So in short, it's legislation claiming to protect coverage for pre-existing conditions that guarantees that an insurance company can exclude to cover you for pre-existing conditions if they choose.
Leave it to the GOP to come up with an alternative that has a gap in it guaranteed to give the Democrats something to hammer them with.
So google and Apple and twitter and visa and MasterCard can discriminate and iboerson people they dont want.
But insurance companies must cover people who refuse to buy insurance, get sick and then try to sign up for medical coverage because its not fair.
This country is so screwed.
I agree.
Healthcare is the one issue, that the GOP seems to me, to be completely sold out on.
It is massively overpriced, and excludes people in circumstances, exactly like what is mentioned here. And things exactly like this are then done, and the GOP is HAMMERED for it.
I understand there will be those who take issue with me for saying this, but I really do not think the GOP should be doing this.
This is TERRIBLY non-productive.
Almost catastrophically, in fact. Terrible politically.
Way off base.
Of course I am just one opinion, but I KNOW I am not alone in thinking this.
Not at all.
The same usual Rino suspects.
If government would just get out of health care entirely, or near entirely, costs would just go down.
ALL of congress should be forced onto Medicare.
THEN let them make decisions on healthcare.
You mean make it fair for the people who don’t have pre-existing conditions. Of course there needs to be a way to exclude uninsurables and put them in a high risk pool.
The whole problem, succinctly stated, in one clever, incoherent sentence.
The reason the Republicans can't crack this nut, in fact, the reason their party won't exist as a single party by 2024, is that they are divided and unable to be reconciled over the contradiction so ably stated above.
"Ensure people that want healthcare have the ability to purchase it"
Let's break it down.
Nobody "wants" "healthcare" (whatever that is). I suppose the author of the sentence means "health insurance".
People either need health care (meaning, hospitalization, surgery, medications, and nursing services), or they don't. WHEN they need it, they want it (or are too sick to know they do), but when they don't need it, they most certainly don't WANT it.
When people NEED hospitalization, surgery, medications, and nursing services (and notice how much people don't want to think about that - they invented the euphemism "healthcare" to describe it) - when they need it, "having the ability to purchase it" is absolutely, totally, 100% completely the last thing on their minds. So is organizing society so that it will be available. What is on patient's minds at the point of need is death, or life - disability and disfigurement, or recovery. They do not know, or care, who pays, or how.

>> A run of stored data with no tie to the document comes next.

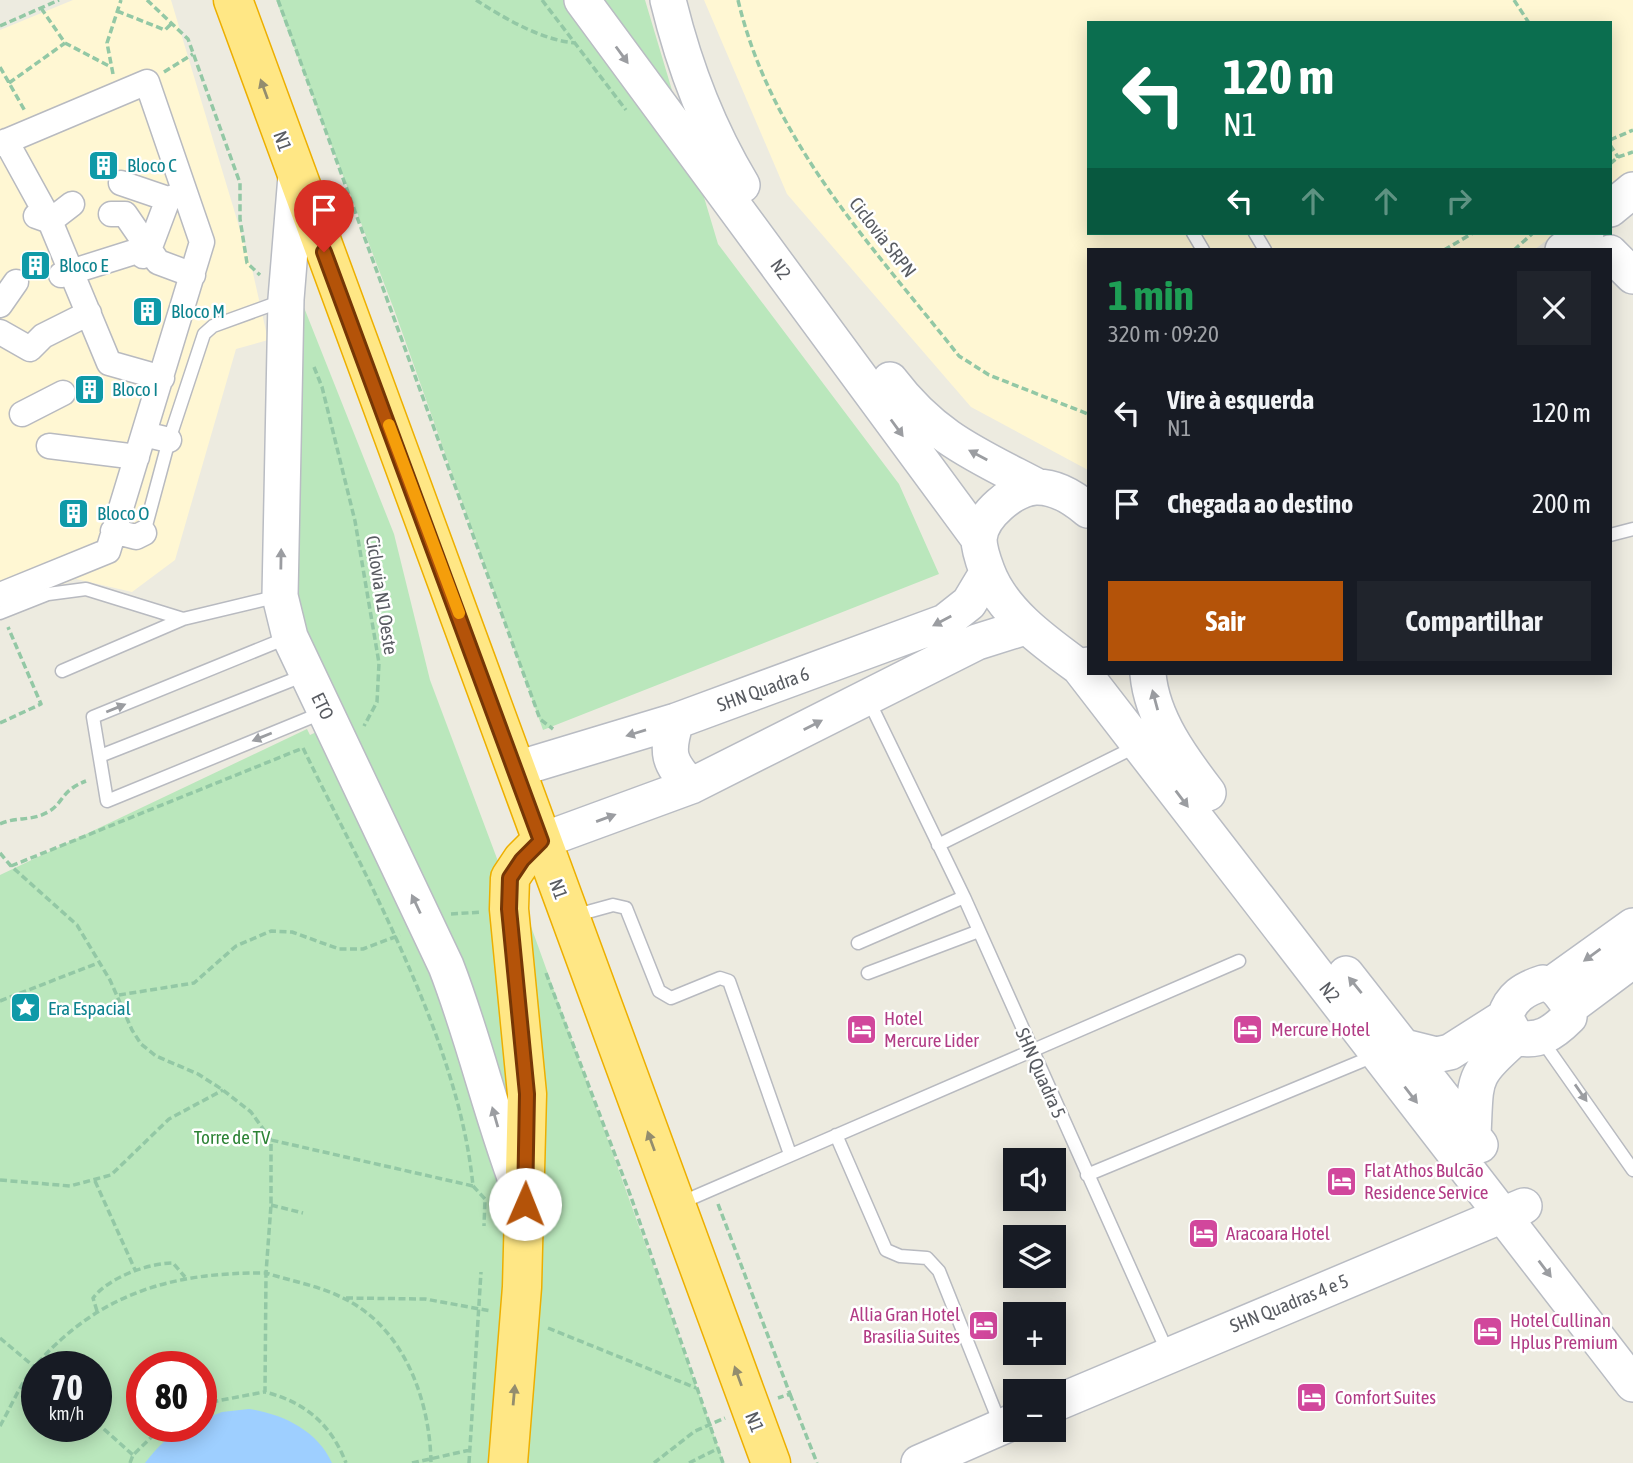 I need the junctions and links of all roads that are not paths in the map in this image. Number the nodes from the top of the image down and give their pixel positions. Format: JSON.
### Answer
{"nodes":[{"id":1,"x":233,"y":0,"type":"edge"},
{"id":2,"x":582,"y":0,"type":"edge"},
{"id":3,"x":668,"y":0,"type":"edge"},
{"id":4,"x":3,"y":143,"type":"edge"},
{"id":5,"x":296,"y":176,"type":"junction"},
{"id":6,"x":121,"y":183,"type":"dead end"},
{"id":7,"x":1633,"y":190,"type":"edge"},
{"id":8,"x":176,"y":196,"type":"junction"},
{"id":9,"x":72,"y":204,"type":"dead end"},
{"id":10,"x":1612,"y":207,"type":"edge"},
{"id":11,"x":111,"y":214,"type":"dead end"},
{"id":12,"x":43,"y":219,"type":"junction"},
{"id":13,"x":1583,"y":235,"type":"edge"},
{"id":14,"x":1566,"y":248,"type":"edge"},
{"id":15,"x":145,"y":254,"type":"junction"},
{"id":16,"x":184,"y":272,"type":"junction"},
{"id":17,"x":66,"y":273,"type":"junction"},
{"id":18,"x":16,"y":282,"type":"dead end"},
{"id":19,"x":286,"y":299,"type":"junction"},
{"id":20,"x":0,"y":305,"type":"edge"},
{"id":21,"x":82,"y":317,"type":"junction"},
{"id":22,"x":0,"y":332,"type":"edge"},
{"id":23,"x":162,"y":378,"type":"junction"},
{"id":24,"x":63,"y":393,"type":"dead end"},
{"id":25,"x":22,"y":414,"type":"dead end"},
{"id":26,"x":138,"y":436,"type":"junction"},
{"id":27,"x":169,"y":440,"type":"junction"},
{"id":28,"x":49,"y":446,"type":"dead end"},
{"id":29,"x":1071,"y":497,"type":"edge"},
{"id":30,"x":1633,"y":529,"type":"edge"},
{"id":31,"x":113,"y":531,"type":"junction"},
{"id":32,"x":144,"y":533,"type":"joint"},
{"id":33,"x":1612,"y":534,"type":"edge"},
{"id":34,"x":979,"y":539,"type":"junction"},
{"id":35,"x":987,"y":573,"type":"junction"},
{"id":36,"x":280,"y":596,"type":"junction"},
{"id":37,"x":1,"y":607,"type":"edge"},
{"id":38,"x":183,"y":619,"type":"junction"},
{"id":39,"x":1025,"y":627,"type":"junction"},
{"id":40,"x":290,"y":637,"type":"junction"},
{"id":41,"x":1084,"y":666,"type":"edge"},
{"id":42,"x":62,"y":671,"type":"dead end"},
{"id":43,"x":307,"y":674,"type":"junction"},
{"id":44,"x":1091,"y":675,"type":"edge"},
{"id":45,"x":1149,"y":675,"type":"edge"},
{"id":46,"x":867,"y":697,"type":"junction"},
{"id":47,"x":676,"y":721,"type":"junction"},
{"id":48,"x":331,"y":724,"type":"junction"},
{"id":49,"x":1141,"y":744,"type":"junction"},
{"id":50,"x":100,"y":756,"type":"junction"},
{"id":51,"x":517,"y":769,"type":"junction"},
{"id":52,"x":691,"y":786,"type":"junction"},
{"id":53,"x":541,"y":841,"type":"junction"},
{"id":54,"x":938,"y":845,"type":"junction"},
{"id":55,"x":964,"y":897,"type":"junction"},
{"id":56,"x":569,"y":917,"type":"junction"},
{"id":57,"x":1633,"y":926,"type":"edge"},
{"id":58,"x":979,"y":931,"type":"junction"},
{"id":59,"x":858,"y":943,"type":"dead end"},
{"id":60,"x":1633,"y":960,"type":"edge"},
{"id":61,"x":1239,"y":961,"type":"dead end"},
{"id":62,"x":868,"y":973,"type":"dead end"},
{"id":63,"x":1561,"y":996,"type":"junction"},
{"id":64,"x":1521,"y":1031,"type":"junction"},
{"id":65,"x":1030,"y":1051,"type":"junction"},
{"id":66,"x":1392,"y":1051,"type":"junction"},
{"id":67,"x":836,"y":1135,"type":"junction"},
{"id":68,"x":1473,"y":1135,"type":"junction"},
{"id":69,"x":790,"y":1154,"type":"junction"},
{"id":70,"x":1633,"y":1170,"type":"edge"},
{"id":71,"x":1087,"y":1175,"type":"junction"},
{"id":72,"x":525,"y":1204,"type":"junction"},
{"id":73,"x":675,"y":1205,"type":"junction"},
{"id":74,"x":1515,"y":1210,"type":"junction"},
{"id":75,"x":1633,"y":1345,"type":"edge"},
{"id":76,"x":1168,"y":1353,"type":"junction"},
{"id":77,"x":1633,"y":1384,"type":"edge"},
{"id":78,"x":1066,"y":1399,"type":"edge"},
{"id":79,"x":1003,"y":1413,"type":"edge"},
{"id":80,"x":1003,"y":1426,"type":"edge"},
{"id":81,"x":508,"y":1463,"type":"edge"},
{"id":82,"x":771,"y":1463,"type":"edge"},
{"id":83,"x":919,"y":1463,"type":"edge"}],
"edges":[{"from":5,"to":1,"type":"highway","name":"N1","one_way":true},
{"from":2,"to":34,"type":"main road","name":"N2","one_way":true},
{"from":29,"to":3,"type":"main road","name":"N2","one_way":true},
{"from":4,"to":8,"type":"street"},
{"from":4,"to":12,"type":"street"},
{"from":5,"to":19,"type":"main road","name":"ETO"},
{"from":5,"to":51,"type":"highway","name":"N1"},
{"from":6,"to":8,"type":"street"},
{"from":7,"to":10,"type":"main road"},
{"from":8,"to":15,"type":"street"},
{"from":8,"to":16,"type":"street"},
{"from":9,"to":12,"type":"street"},
{"from":11,"to":15,"type":"street"},
{"from":12,"to":17,"type":"street"},
{"from":13,"to":14,"type":"main road"},
{"from":15,"to":16,"type":"street"},
{"from":15,"to":17,"type":"street"},
{"from":16,"to":23,"type":"street"},
{"from":17,"to":21,"type":"street"},
{"from":18,"to":20,"type":"street"},
{"from":19,"to":27,"type":"lane"},
{"from":36,"to":19,"type":"main road","name":"ETO","one_way":true},
{"from":21,"to":22,"type":"street"},
{"from":21,"to":23,"type":"street"},
{"from":23,"to":26,"type":"street"},
{"from":24,"to":25,"type":"street"},
{"from":26,"to":27,"type":"street"},
{"from":26,"to":28,"type":"street"},
{"from":26,"to":31,"type":"street"},
{"from":27,"to":32,"type":"lane"},
{"from":29,"to":34,"type":"main road"},
{"from":30,"to":33,"type":"lane"},
{"from":31,"to":32,"type":"street"},
{"from":31,"to":37,"type":"street"},
{"from":34,"to":35,"type":"main road"},
{"from":35,"to":39,"type":"main road","name":"N2"},
{"from":35,"to":47,"type":"main road","name":"SHN Quadra 6","one_way":true},
{"from":36,"to":38,"type":"lane"},
{"from":36,"to":40,"type":"main road","name":"ETO"},
{"from":37,"to":38,"type":"lane"},
{"from":38,"to":42,"type":"lane"},
{"from":39,"to":41,"type":"main road","name":"N2"},
{"from":39,"to":46,"type":"main road"},
{"from":40,"to":43,"type":"main road","name":"ETO"},
{"from":50,"to":40,"type":"lane","one_way":true},
{"from":43,"to":48,"type":"main road","name":"ETO"},
{"from":43,"to":50,"type":"lane"},
{"from":44,"to":49,"type":"main road","name":"N2"},
{"from":66,"to":45,"type":"main road","name":"N2","one_way":true},
{"from":52,"to":46,"type":"main road","one_way":true},
{"from":46,"to":54,"type":"lane","name":"SHN Quadra 5"},
{"from":47,"to":51,"type":"main road","name":"SHN Quadra 6","one_way":true},
{"from":47,"to":52,"type":"main road"},
{"from":48,"to":50,"type":"lane","one_way":true},
{"from":72,"to":48,"type":"main road","name":"ETO","one_way":true},
{"from":49,"to":54,"type":"lane"},
{"from":49,"to":66,"type":"main road","name":"N2","one_way":true},
{"from":51,"to":53,"type":"highway","name":"N1"},
{"from":53,"to":52,"type":"main road","one_way":true},
{"from":53,"to":56,"type":"highway","name":"N1"},
{"from":53,"to":72,"type":"highway"},
{"from":54,"to":55,"type":"lane","name":"SHN Quadra 5"},
{"from":55,"to":58,"type":"lane","name":"SHN Quadra 5"},
{"from":55,"to":59,"type":"lane"},
{"from":56,"to":69,"type":"lane"},
{"from":73,"to":56,"type":"highway","name":"N1","one_way":true},
{"from":57,"to":63,"type":"main road","one_way":true},
{"from":58,"to":62,"type":"lane"},
{"from":58,"to":65,"type":"lane","name":"SHN Quadra 5"},
{"from":60,"to":63,"type":"main road"},
{"from":61,"to":65,"type":"lane"},
{"from":63,"to":64,"type":"main road"},
{"from":63,"to":64,"type":"main road"},
{"from":64,"to":66,"type":"main road"},
{"from":64,"to":68,"type":"main road"},
{"from":64,"to":70,"type":"lane","one_way":true},
{"from":65,"to":67,"type":"lane"},
{"from":65,"to":71,"type":"lane","name":"SHN Quadra 5"},
{"from":66,"to":68,"type":"main road","name":"N2"},
{"from":66,"to":71,"type":"lane"},
{"from":66,"to":74,"type":"main road","name":"N2","one_way":true},
{"from":67,"to":69,"type":"lane"},
{"from":67,"to":79,"type":"lane"},
{"from":68,"to":74,"type":"main road","name":"N2"},
{"from":69,"to":73,"type":"lane"},
{"from":71,"to":76,"type":"lane","name":"SHN Quadra 5"},
{"from":81,"to":72,"type":"highway","one_way":true},
{"from":82,"to":73,"type":"highway","name":"N1","one_way":true},
{"from":74,"to":75,"type":"main road","name":"N2"},
{"from":74,"to":76,"type":"main road","name":"SHN Quadras 4 e 5"},
{"from":74,"to":77,"type":"main road","name":"N2","one_way":true},
{"from":76,"to":78,"type":"main road","name":"SHN Quadras 4 e 5"},
{"from":80,"to":83,"type":"main road"}]}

So, the Democrats have resolved the philosophical question that comes before the practical problem. They want to ensure that "healthcare" (by which they mean services) is given to all by the government without regard for ability to purchase (pay for) it. Whether this is right or wrong, smart or stupid, practical or akin to skittles from unicorns is not my point. My point is that they have resolved the contradiction embedded in "lower costs, lower taxes, no mandate, ensure ability to purchase (pay for it) for 100% of the population". The Democrats know what they want, and they are united and determined to have it.
The poor, stupid Republicans, OTOH, are divided about the underlying premise. They really do want health insurance to be cheaper without the lost revenue being made up by taxes, and they want no requirement to have it, BUT they also want "people that want healthcare" (again, whatever that means) to "have the ability to purchase it".
This is incoherent. If hospitals, surgeons, drug manufacturers and nurses do not get paid for their services, they will no longer be available. Many, many people who NEED (and therefore "want") those services cannot pay 1% of what they cost.
"Ensuring that people that want healthcare have the ability to purchase it" either means cheap insurance that doesn't cover anything OR nationalization of the resources to deliver care to those who cannot, or will not, pay.
There is no middle ground. The Democrats know what they want. The Republicans don't.
As Sun Tzu said, "It is said that if you know your enemies and know yourself, you will not be imperiled in a hundred battles; if you do not know your enemies but do know yourself, you will win one and lose one; if you do not know your enemies nor yourself, you will be imperiled in every single battle."
The Republicans do not have a plan because they do not have a philosophy that can support their opposed goals of more freedom for the well and perfect security for the sick.
If insurance is required to cover a pre-existing condition, then it is not insurance anymore. It is just an inefficient way to pay for something (if you let the insurer charge a fair premium), or a way to force other people to pay for it (if you require community ratingas under Obamacare).
Maybe the best way to address this is not with insurance, but going at it through the supply side. Make medical care so much less expensive through increased competition and smart deregulation that only catastrophic insurance is needed by most.
If it covers pre-existing conditions it is cost shifting, not insurance.
Insurance is a clean bet, covering pre-existing conditions nullifies the bet as the insurer already lost before the bet was made.
Will the Republicans also mandate that State Farm sell Pre-Existing House Fire Conditions Insurance?
Republicans are such cowards. The innate socialist in elected officials must be a very strong force.